** AVAILABLE RECORDS follows **

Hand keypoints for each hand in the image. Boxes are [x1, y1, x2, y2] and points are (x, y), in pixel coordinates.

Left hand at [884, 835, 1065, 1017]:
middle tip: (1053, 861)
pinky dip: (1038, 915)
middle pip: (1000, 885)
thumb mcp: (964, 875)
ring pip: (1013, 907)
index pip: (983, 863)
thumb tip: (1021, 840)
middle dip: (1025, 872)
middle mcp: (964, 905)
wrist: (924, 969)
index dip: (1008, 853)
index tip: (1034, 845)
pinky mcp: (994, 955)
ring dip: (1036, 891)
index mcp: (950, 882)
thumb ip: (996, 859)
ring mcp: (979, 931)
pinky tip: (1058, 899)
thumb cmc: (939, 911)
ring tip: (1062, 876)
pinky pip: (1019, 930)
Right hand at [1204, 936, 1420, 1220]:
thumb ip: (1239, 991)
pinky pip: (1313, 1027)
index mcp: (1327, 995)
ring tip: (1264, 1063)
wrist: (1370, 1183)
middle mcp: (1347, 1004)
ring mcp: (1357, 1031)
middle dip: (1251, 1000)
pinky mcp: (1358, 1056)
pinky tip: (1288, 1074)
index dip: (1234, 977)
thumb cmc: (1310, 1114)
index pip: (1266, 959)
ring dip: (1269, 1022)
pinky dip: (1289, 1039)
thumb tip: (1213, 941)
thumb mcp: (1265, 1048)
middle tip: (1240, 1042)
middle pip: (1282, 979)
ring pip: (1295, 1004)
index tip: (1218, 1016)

** End of AVAILABLE RECORDS **
** AVAILABLE RECORDS follows **

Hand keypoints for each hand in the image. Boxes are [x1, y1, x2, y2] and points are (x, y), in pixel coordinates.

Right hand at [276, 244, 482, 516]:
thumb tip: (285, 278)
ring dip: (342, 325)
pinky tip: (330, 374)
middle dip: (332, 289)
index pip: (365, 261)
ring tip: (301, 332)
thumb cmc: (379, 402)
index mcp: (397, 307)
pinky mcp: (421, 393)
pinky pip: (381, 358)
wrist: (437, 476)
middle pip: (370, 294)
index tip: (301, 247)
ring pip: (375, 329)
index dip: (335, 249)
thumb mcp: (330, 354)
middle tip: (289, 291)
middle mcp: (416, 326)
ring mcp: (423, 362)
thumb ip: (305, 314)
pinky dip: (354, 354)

** End of AVAILABLE RECORDS **

Could you restate, word for word, the lines above from the one with "index pip: (365, 261)" to the one with "pinky dip: (354, 354)", both included?

ANSWER AREA.
index pip: (365, 261)
ring tip: (301, 332)
thumb cmc: (379, 402)
index mcp: (397, 307)
pinky mcp: (421, 393)
pinky pip: (381, 358)
wrist: (437, 476)
middle pip: (370, 294)
index tip: (301, 247)
ring pip: (375, 329)
index dip: (335, 249)
thumb mcp: (330, 354)
middle tip: (289, 291)
middle mcp: (416, 326)
ring mcp: (423, 362)
thumb ip: (305, 314)
pinky dip: (354, 354)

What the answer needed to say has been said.